1-8: Soddisfazione degli scomunicati: scomunica maggiore I colpiti da scomunica maggiore (RB 25) devono seguire questa procedura in quattro fasi: anzitutto la prostrazione alla porta dell'oratorio “in silenzio, con la faccia rivolta a terra, ai piedi di tutti i fratelli man mano che escono”; e non una volta sola, ma fino a quando lo giudica l'abate (vv. 1-3). Potremmo qui notare la falsariga della procedura della Chiesa per i penitenti pubblici i quali aspettavano davanti alla porta della basilica). Poi, chiamati dall'abate, si prostrano davanti a lui e a tutti per chiedere preghiere: è un rito silenzioso, non si pronuncia nessuna orazione a voce alta (a differenza della lunga orazione di RM. 14,25-73). Quindi, se l'abate lo concede, tornano al loro posto in coro. Però non potranno recitare salmo o lettura come solista in coro e alla fine di ogni ora canonica si prostrano a terra al loro posto. Questa soddisfazione durerà fin quando l'abate lo giudicherà opportuno. Così la procedura potrà essere più o meno lunga; è da notarsi l'insistenza di S. Benedetto sul giudizio personale e la responsabilità pastorale dell'abate, il quale deve essere spinto solo dal desiderio di provare la sincerità e la perseveranza del monaco penitente e assicurare meglio la sua conversione. SB si ispira alla medesima carità e al realismo dei cc.27-29; è più pedagogico rispetto a RM, perché conosce meglio la psicologia e ha esperienza diretta.

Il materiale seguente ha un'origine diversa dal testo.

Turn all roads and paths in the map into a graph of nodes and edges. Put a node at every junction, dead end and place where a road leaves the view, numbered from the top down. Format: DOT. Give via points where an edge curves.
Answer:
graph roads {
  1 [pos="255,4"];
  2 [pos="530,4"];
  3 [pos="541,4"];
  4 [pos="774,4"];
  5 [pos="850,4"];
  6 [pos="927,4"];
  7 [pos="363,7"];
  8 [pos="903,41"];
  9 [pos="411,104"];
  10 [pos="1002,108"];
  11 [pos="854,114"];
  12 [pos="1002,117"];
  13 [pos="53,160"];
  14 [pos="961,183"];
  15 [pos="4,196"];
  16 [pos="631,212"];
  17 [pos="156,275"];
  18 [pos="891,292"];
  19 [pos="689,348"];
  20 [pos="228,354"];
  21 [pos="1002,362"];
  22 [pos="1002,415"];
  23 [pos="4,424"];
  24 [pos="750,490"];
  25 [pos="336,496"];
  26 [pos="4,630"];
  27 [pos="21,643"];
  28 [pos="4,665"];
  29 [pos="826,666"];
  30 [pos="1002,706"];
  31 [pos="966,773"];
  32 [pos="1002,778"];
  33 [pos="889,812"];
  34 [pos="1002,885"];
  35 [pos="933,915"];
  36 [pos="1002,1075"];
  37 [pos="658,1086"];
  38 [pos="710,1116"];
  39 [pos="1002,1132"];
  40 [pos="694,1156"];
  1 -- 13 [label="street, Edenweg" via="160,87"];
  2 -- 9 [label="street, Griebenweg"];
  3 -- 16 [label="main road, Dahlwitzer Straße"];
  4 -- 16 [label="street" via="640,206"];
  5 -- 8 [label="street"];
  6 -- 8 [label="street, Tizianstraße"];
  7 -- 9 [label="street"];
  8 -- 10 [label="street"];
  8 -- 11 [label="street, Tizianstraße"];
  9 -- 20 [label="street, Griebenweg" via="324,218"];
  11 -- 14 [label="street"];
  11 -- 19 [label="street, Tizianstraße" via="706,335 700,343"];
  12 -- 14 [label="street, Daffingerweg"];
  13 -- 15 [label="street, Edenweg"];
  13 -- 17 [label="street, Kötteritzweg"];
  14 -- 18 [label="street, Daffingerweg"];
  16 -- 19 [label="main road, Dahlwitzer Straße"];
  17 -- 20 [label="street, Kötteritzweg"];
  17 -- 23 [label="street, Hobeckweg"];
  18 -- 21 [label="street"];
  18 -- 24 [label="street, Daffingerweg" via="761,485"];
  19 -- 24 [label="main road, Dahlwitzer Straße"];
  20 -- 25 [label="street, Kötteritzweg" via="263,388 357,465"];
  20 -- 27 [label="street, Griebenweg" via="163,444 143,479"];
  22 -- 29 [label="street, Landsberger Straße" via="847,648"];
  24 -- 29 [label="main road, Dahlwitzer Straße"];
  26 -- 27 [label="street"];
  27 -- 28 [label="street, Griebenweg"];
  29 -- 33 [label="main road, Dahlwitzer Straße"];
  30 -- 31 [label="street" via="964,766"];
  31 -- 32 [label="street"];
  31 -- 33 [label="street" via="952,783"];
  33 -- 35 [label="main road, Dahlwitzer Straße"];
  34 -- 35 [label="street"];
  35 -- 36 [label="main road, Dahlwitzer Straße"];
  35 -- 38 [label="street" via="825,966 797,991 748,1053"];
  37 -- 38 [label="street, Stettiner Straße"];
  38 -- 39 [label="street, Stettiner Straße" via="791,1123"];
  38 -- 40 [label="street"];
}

9-10: Soddisfazione degli scomunicati: scomunica minore Gli scomunicati solo dalla mensa (scomunica minore: RB 24) fanno la soddisfazione nell'oratorio fino a quando l'abate con la sua benedizione dice che basta. Consisteva nella prostrazione alla fine dell'Ufficio e probabilmente nel non intonare salmi e antifone, come nella terza e quarta fase del rituale sopra descritto (vv.6-7).
Tratto da: APPUNTI SULLA REGOLA DI S. BENEDETTO – di D. Lorenzo Sena, OSB. Silv.